Introduction to Music Production, Assignment 3

Hi. I’m Richard Lee from San Francisco.  This is my 3rd peer review assignment for Berklee College of Music‘s Introduction to Music Production Coursera Class.

For this assignment, I’d like to talk about submixes.  I REALLY enjoy the idea of using submixes.  It really gets deep into the plumbing of busses and audio flow.  As it turns out though, my DAW of choice, GarageBand does not have support for submixes, so I’ll have to keep the assignment largely conceptual.

stringsSo what is a submix? Imagine you’re setting up to record an entire orchestra.  It’d be very convenient to have an individual mixer board for every set of instruments playing a distinct part.   In the example to the right, you see three distinct mixer boards, each one handling an individual type of instruments.  Each mixer handling a “part” then feeds into an overall “string instruments” mixer.

This setup allows you to adjust the gains on each individual performer (say, player 2 of the violins consistently plays decibels below the others).  On the “Strings” mixer, you can adjust the level of all violins as a whole.   This allows you to adjust violins in relation to other instruments, say the cellos.   Each of the individual instrument mixers could be considered a submix of the Strings mixer.

Let’s continue to think about submixes in terms of physical devices.  Imagine now, we’re setting up the audio to record a modern rock band.  We have significantly fewer instruments.  Let’s assume we have a drum kit, an electric guitar, a bass guitar, and a vocal.  The drum kit has 3 inputs.  A bass drum mic and two hanging mics.  Each of the other instruments/vocals have one input.

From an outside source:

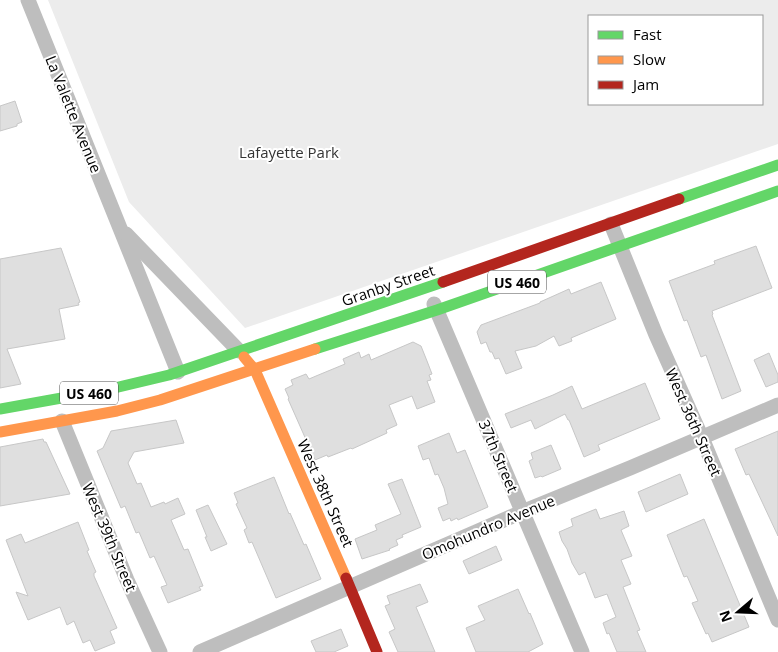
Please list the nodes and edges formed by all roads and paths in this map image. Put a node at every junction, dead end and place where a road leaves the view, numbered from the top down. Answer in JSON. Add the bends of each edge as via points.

As far as submixes go, it would be nice to have all three inputs from the drums individually adjusted as a submix.  It’d also be nice to be able to individually adjust each of the guitars, but also change levels of both guitars relative to vocals or drums, so we should have a submix with both guitars.  It might also be useful to have a submix of both the drums and guitars so that instrumentals can be changed relative to vocals.  Finally, we’d like to have everything flowing through a master, where we can apply some global effects to.   If we were to set this up like we did for the orchestra, we’d have to find ourselves four very small mixer boards, each representing a submix.  The submixes will cascade until they converge to a single output.  This means a LOT of cable, a lot of “self noise” and a lot of opportunity for human error to ruin the recording.

What we’ll do in this case is use a single 10-input mixer board (see diagram below).  Here, we’ll feed the outputs of the physical channels into the inputs of other channels; sometimes combining the input of multiple channels.   The combining of multiple channel outputs into a single channel input is called a “bus”.  To achieve our 4 submixes, we’ll use 4 busses.


Here you see the details of which channel outputs feed into what input.  The busses are denoted by color.  Our drum submix is made up of the two hanging mics and the bass drum mic.  The guitar submix is made up of the bass guitar and electric guitar.  The instrumental submix is made up of the drum submix and the guitar submix.  Finally, the master output is a mix of the instrumental submix and the vocals.  Thankfully, instead of running lots of cables between inputs and outputs on a physical mixer board, we can use a full featured DAW.

This is a very basic layout with no aux-sends or effects.  Naturally, that stuff would add more complexity to an already cluttered diagram; so I skipped it.

This week, I would have really liked to have tried this out on a DAW.  Unfortunately, I didn’t quite have the time to try out some of the free DAWs that feature busses… Garage band kind of has a notion of a bus, but it’s really just for effects… not for combining inputs or channeling outputs.

I hope that my examples were able to illustrate the need for and usefulness of submixes. Thanks for reviewing my work.